In reality most people we are talking about do not have arthritis, rather “chondral changes” to the joint surface.  We need to make it clear that ARTHRITIS AND CHONDRAL CHANGES ARE TWO SEPARATE PROBLEMS.  Arthritis is an autoimmune disease; thus if the immune system attacked and destroyed parts of the patient’s cartilage previously, it will probably attack and destroy newly implanted chondrocytes as well.  An understanding of what is occurring in the joint and the types of tissues involved is imperative to determining the course of action that aids the return to an active life.

Cartilage 101 

  • Hyaline – smooth, white cartilage on the end of bones that also contributes to shock absorption with activities like jumping, running, and pivoting.  It is important to know that this type of cartilage does not have a blood supply so it can not be healed.
  • Chondrocytes – term describing new cartilage cells
  • Synovial Fluid – made by the cells that make up the lining of the joint. In order for new synovial fluid to manufactured there has to be an exit of the old synovial fluid.  Synovial fluid leaves the knee throughout the mechanical motion of the knee moving.  It is imperative to an effective chondroplasty surgery, however it can also be your enemy if you are not able to control the rate at which it is circulating in your knee after injury or surgery.

Diagnosis

1)  Physical Exam by MD and conservative treatment with Physical Therapy, rest, medications and possibly injections.

2)  MRI or Arthroscope by Orthopedic MD – at this time a chondroplasty may be performed and cells are harvested for possible ACI (Autologous Chondrocyte Implanatation) at a later date if needed.

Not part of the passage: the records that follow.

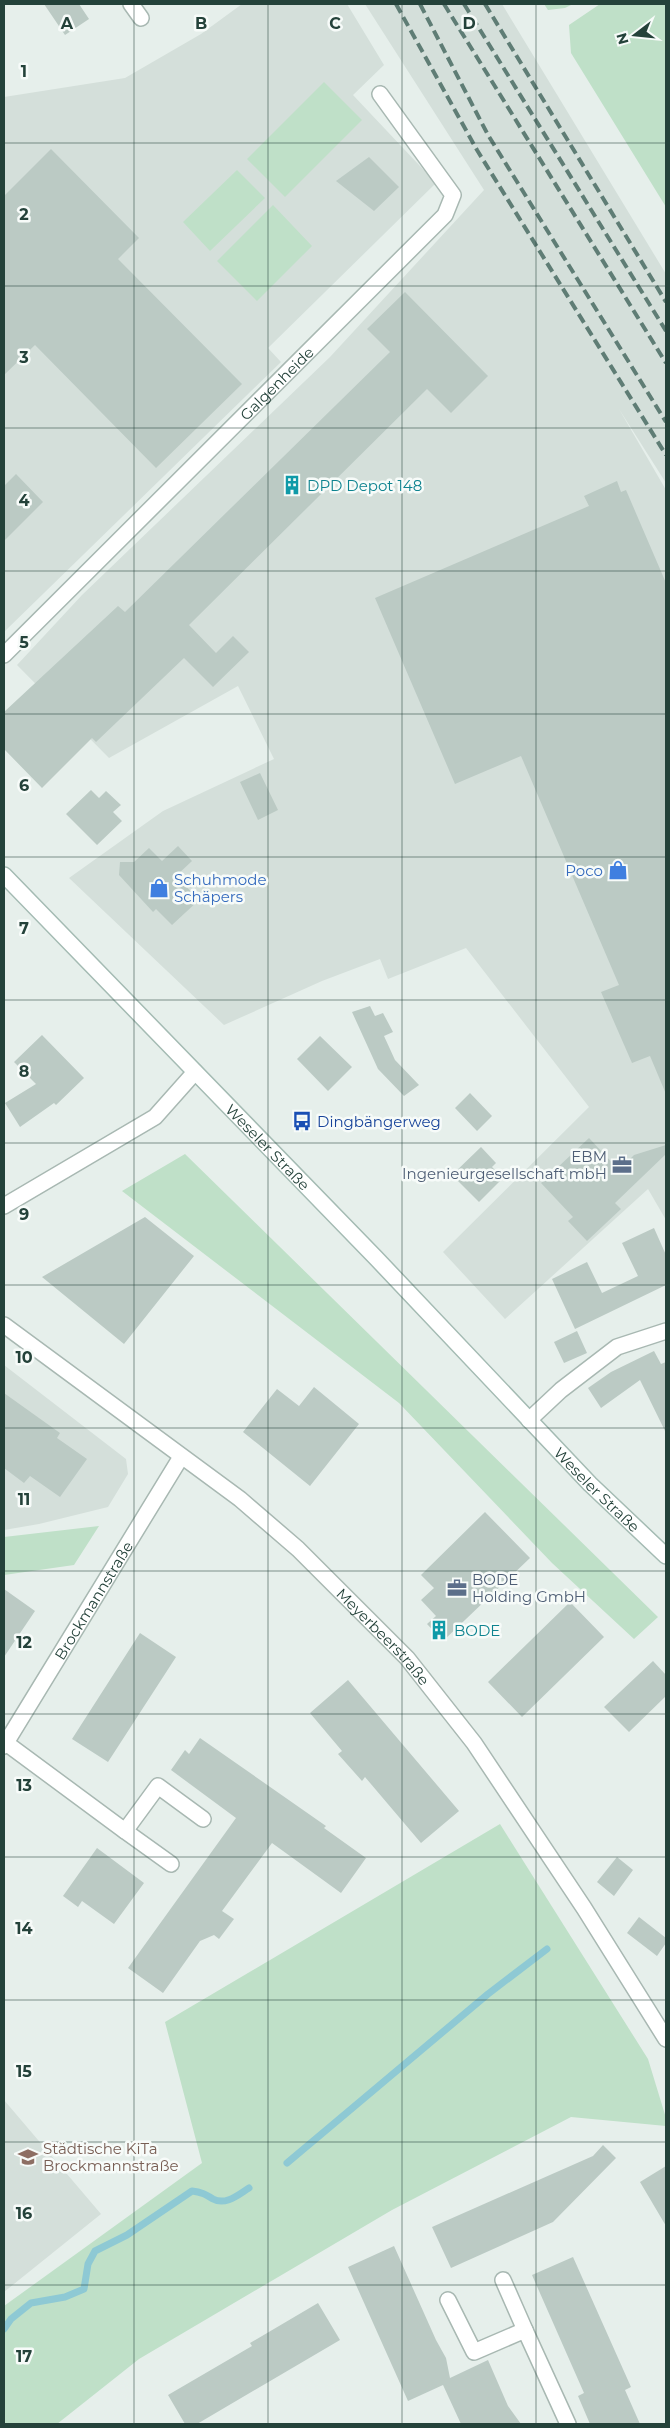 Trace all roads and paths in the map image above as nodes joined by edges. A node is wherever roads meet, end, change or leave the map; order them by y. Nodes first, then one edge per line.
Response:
1 (130, 4) edge
2 (141, 18) dead end
3 (380, 94) dead end
4 (4, 655) edge
5 (4, 875) edge
6 (196, 1072) junction
7 (4, 1206) edge
8 (4, 1325) edge
9 (666, 1331) edge
10 (529, 1420) junction
11 (181, 1457) junction
12 (666, 1556) edge
13 (5, 1745) edge
14 (203, 1819) dead end
15 (126, 1831) junction
16 (171, 1864) dead end
17 (666, 2039) edge
18 (503, 2280) dead end
19 (448, 2300) dead end
20 (525, 2330) junction
21 (568, 2424) edge

1 - 2 street
3 - 4 street, Galgenheide
5 - 6 street, Weseler Straße
6 - 7 street
6 - 10 street, Weseler Straße
8 - 11 street, Meyerbeerstraße
9 - 10 street
10 - 12 street, Weseler Straße
11 - 13 street, Brockmannstraße
11 - 17 street, Meyerbeerstraße
13 - 15 street, Brockmannstraße
14 - 15 street
15 - 16 street, Brockmannstraße
18 - 20 street
19 - 20 street
20 - 21 street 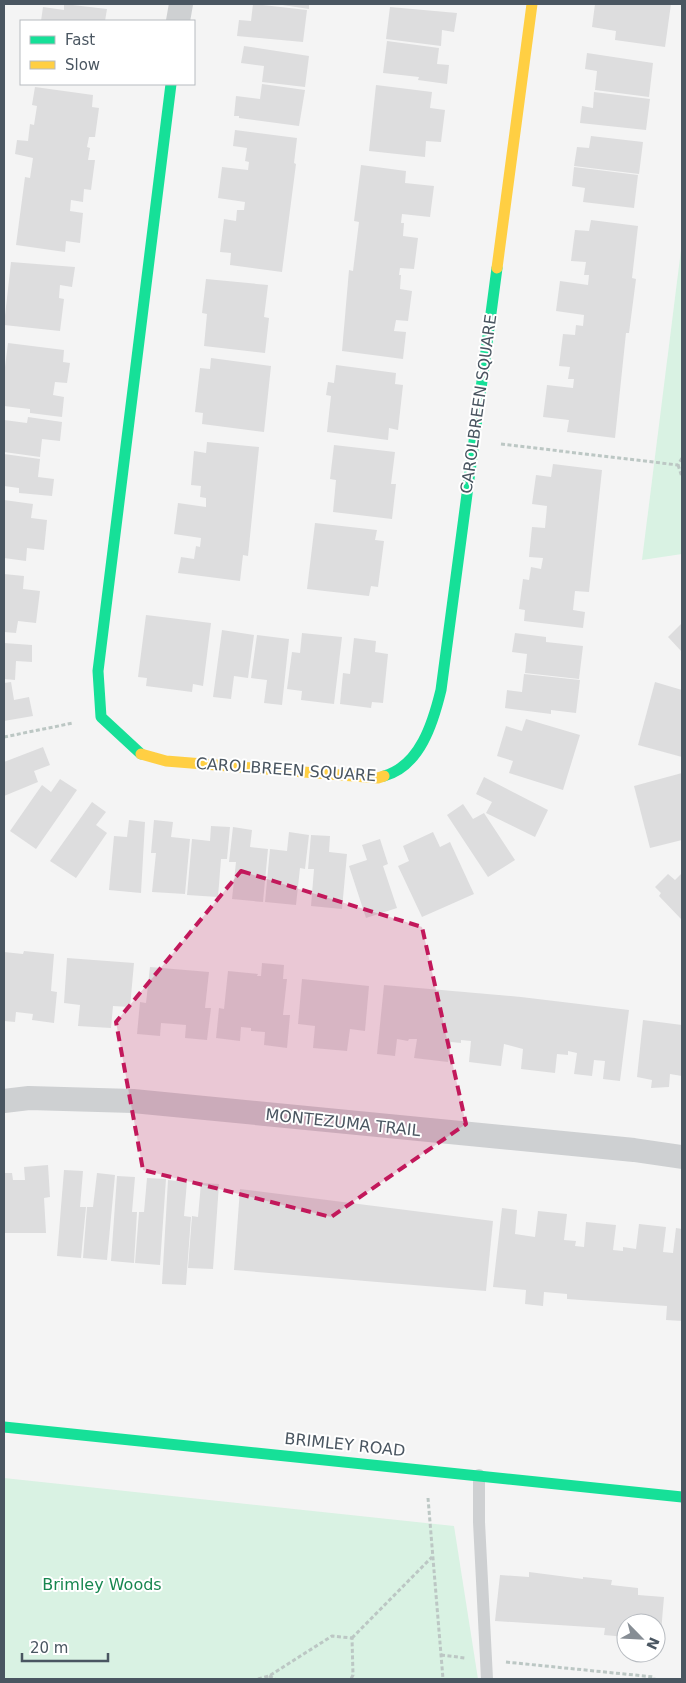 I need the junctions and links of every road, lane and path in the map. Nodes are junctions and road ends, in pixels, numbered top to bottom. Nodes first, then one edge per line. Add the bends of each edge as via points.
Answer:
1 (181, 4) edge
2 (532, 4) edge
3 (178, 20) edge
4 (171, 85) edge
5 (473, 440) junction
6 (682, 458) edge
7 (678, 465) junction
8 (682, 478) edge
9 (101, 718) junction
10 (4, 737) edge
11 (4, 1101) edge
12 (682, 1157) edge
13 (4, 1426) edge
14 (426, 1469) junction
15 (479, 1474) junction
16 (682, 1497) edge
17 (433, 1557) junction
18 (352, 1638) junction
19 (441, 1655) junction
20 (485, 1660) junction
21 (269, 1676) junction
22 (258, 1679) edge
23 (275, 1679) edge
24 (351, 1679) edge
25 (443, 1679) edge
26 (487, 1679) edge
27 (654, 1679) edge

1 - 3 street
2 - 5 street, CAROLBREEN SQUARE
4 - 9 street via 101,640 98,671
5 - 7 path
5 - 9 street, CAROLBREEN SQUARE via 441,690 436,711 420,746 400,771 378,778 166,761 142,754
6 - 7 path
7 - 8 path
9 - 10 path
11 - 12 street, MONTEZUMA TRAIL via 29,1098 133,1101
13 - 14 street, BRIMLEY ROAD
14 - 15 street, BRIMLEY ROAD
14 - 17 path
15 - 16 street, BRIMLEY ROAD
15 - 20 lane
17 - 18 path
17 - 19 path
18 - 21 path via 332,1636
18 - 24 path
19 - 20 path
19 - 25 path
20 - 26 lane
20 - 27 path
21 - 22 path
21 - 23 path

3)  After diagnosing the degree of cartilage changes the doctor, family, therapists and trainers all give you their opinion on whether or not to do surgery.   My suggestion is to exhaust all options prior to surgery.  Change your training modes and work on your imbalances for 6 months to a year (at the minimum).  Knowing you have been 100% compliant and dedicated, then decide to do one of the options below.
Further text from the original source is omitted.